# AIM OF THE TASK
Nothing may be dropped or added when the entries below are copied.

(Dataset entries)
++++++++++++++++++++

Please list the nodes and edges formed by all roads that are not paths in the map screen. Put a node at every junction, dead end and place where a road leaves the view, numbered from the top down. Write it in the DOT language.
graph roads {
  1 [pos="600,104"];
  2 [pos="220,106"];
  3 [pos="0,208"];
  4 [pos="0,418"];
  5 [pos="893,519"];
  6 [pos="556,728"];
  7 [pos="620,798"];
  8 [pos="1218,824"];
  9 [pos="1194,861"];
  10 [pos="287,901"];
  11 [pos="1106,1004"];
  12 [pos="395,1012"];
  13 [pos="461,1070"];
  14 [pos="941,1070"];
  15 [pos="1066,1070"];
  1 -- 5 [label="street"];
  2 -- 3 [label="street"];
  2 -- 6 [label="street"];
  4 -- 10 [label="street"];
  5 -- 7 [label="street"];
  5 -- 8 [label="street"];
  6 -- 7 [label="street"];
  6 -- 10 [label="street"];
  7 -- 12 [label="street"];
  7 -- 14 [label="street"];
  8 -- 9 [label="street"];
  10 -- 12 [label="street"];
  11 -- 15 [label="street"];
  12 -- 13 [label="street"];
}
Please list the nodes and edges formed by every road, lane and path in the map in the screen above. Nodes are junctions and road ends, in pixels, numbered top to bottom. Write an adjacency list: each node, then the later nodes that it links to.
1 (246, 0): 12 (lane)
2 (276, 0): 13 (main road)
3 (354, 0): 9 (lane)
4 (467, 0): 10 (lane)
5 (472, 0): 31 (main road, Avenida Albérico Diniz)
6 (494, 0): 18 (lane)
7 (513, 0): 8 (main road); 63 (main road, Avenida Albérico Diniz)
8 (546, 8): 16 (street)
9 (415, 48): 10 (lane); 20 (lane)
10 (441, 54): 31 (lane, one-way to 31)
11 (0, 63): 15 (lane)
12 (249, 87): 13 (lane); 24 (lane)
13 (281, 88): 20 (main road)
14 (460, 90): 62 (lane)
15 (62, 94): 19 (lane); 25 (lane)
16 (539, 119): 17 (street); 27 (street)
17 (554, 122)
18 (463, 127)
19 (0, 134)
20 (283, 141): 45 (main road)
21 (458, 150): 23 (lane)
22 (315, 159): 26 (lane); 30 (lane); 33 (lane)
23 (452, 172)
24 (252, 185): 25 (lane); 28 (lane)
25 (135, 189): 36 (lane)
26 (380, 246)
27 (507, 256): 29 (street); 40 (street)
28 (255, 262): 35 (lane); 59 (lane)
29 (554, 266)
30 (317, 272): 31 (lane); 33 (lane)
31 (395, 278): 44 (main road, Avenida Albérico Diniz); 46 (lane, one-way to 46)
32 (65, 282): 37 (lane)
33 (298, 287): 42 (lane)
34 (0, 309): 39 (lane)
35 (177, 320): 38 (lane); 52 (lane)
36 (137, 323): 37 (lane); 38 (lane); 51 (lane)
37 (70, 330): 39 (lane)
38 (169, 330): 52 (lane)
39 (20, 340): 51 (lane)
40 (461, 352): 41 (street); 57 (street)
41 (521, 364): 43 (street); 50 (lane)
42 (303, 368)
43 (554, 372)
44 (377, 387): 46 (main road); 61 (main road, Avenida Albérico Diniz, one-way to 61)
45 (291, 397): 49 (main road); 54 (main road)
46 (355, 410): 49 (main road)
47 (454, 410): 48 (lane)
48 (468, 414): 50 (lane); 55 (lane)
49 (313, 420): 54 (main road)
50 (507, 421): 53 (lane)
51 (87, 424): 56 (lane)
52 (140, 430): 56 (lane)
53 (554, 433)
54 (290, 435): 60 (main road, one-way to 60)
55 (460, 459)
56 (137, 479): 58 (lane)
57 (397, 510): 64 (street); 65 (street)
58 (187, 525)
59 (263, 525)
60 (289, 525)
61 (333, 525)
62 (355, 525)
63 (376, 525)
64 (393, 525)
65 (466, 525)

++++++++++++++++++++

# EXERCISE OUTPUT
Please list the nodes and edges formed by all roads that are not paths in the map screen. Put a node at every junction, dead end and place where a road leaves the view, numbered from the top down. Write it in the DOT language.
graph roads {
  1 [pos="600,104"];
  2 [pos="220,106"];
  3 [pos="0,208"];
  4 [pos="0,418"];
  5 [pos="893,519"];
  6 [pos="556,728"];
  7 [pos="620,798"];
  8 [pos="1218,824"];
  9 [pos="1194,861"];
  10 [pos="287,901"];
  11 [pos="1106,1004"];
  12 [pos="395,1012"];
  13 [pos="461,1070"];
  14 [pos="941,1070"];
  15 [pos="1066,1070"];
  1 -- 5 [label="street"];
  2 -- 3 [label="street"];
  2 -- 6 [label="street"];
  4 -- 10 [label="street"];
  5 -- 7 [label="street"];
  5 -- 8 [label="street"];
  6 -- 7 [label="street"];
  6 -- 10 [label="street"];
  7 -- 12 [label="street"];
  7 -- 14 [label="street"];
  8 -- 9 [label="street"];
  10 -- 12 [label="street"];
  11 -- 15 [label="street"];
  12 -- 13 [label="street"];
}
Please list the nodes and edges formed by every road, lane and path in the map in the screen above. Nodes are junctions and road ends, in pixels, numbered top to bottom. Write an adjacency list: each node, then the later nodes that it links to.
1 (246, 0): 12 (lane)
2 (276, 0): 13 (main road)
3 (354, 0): 9 (lane)
4 (467, 0): 10 (lane)
5 (472, 0): 31 (main road, Avenida Albérico Diniz)
6 (494, 0): 18 (lane)
7 (513, 0): 8 (main road); 63 (main road, Avenida Albérico Diniz)
8 (546, 8): 16 (street)
9 (415, 48): 10 (lane); 20 (lane)
10 (441, 54): 31 (lane, one-way to 31)
11 (0, 63): 15 (lane)
12 (249, 87): 13 (lane); 24 (lane)
13 (281, 88): 20 (main road)
14 (460, 90): 62 (lane)
15 (62, 94): 19 (lane); 25 (lane)
16 (539, 119): 17 (street); 27 (street)
17 (554, 122)
18 (463, 127)
19 (0, 134)
20 (283, 141): 45 (main road)
21 (458, 150): 23 (lane)
22 (315, 159): 26 (lane); 30 (lane); 33 (lane)
23 (452, 172)
24 (252, 185): 25 (lane); 28 (lane)
25 (135, 189): 36 (lane)
26 (380, 246)
27 (507, 256): 29 (street); 40 (street)
28 (255, 262): 35 (lane); 59 (lane)
29 (554, 266)
30 (317, 272): 31 (lane); 33 (lane)
31 (395, 278): 44 (main road, Avenida Albérico Diniz); 46 (lane, one-way to 46)
32 (65, 282): 37 (lane)
33 (298, 287): 42 (lane)
34 (0, 309): 39 (lane)
35 (177, 320): 38 (lane); 52 (lane)
36 (137, 323): 37 (lane); 38 (lane); 51 (lane)
37 (70, 330): 39 (lane)
38 (169, 330): 52 (lane)
39 (20, 340): 51 (lane)
40 (461, 352): 41 (street); 57 (street)
41 (521, 364): 43 (street); 50 (lane)
42 (303, 368)
43 (554, 372)
44 (377, 387): 46 (main road); 61 (main road, Avenida Albérico Diniz, one-way to 61)
45 (291, 397): 49 (main road); 54 (main road)
46 (355, 410): 49 (main road)
47 (454, 410): 48 (lane)
48 (468, 414): 50 (lane); 55 (lane)
49 (313, 420): 54 (main road)
50 (507, 421): 53 (lane)
51 (87, 424): 56 (lane)
52 (140, 430): 56 (lane)
53 (554, 433)
54 (290, 435): 60 (main road, one-way to 60)
55 (460, 459)
56 (137, 479): 58 (lane)
57 (397, 510): 64 (street); 65 (street)
58 (187, 525)
59 (263, 525)
60 (289, 525)
61 (333, 525)
62 (355, 525)
63 (376, 525)
64 (393, 525)
65 (466, 525)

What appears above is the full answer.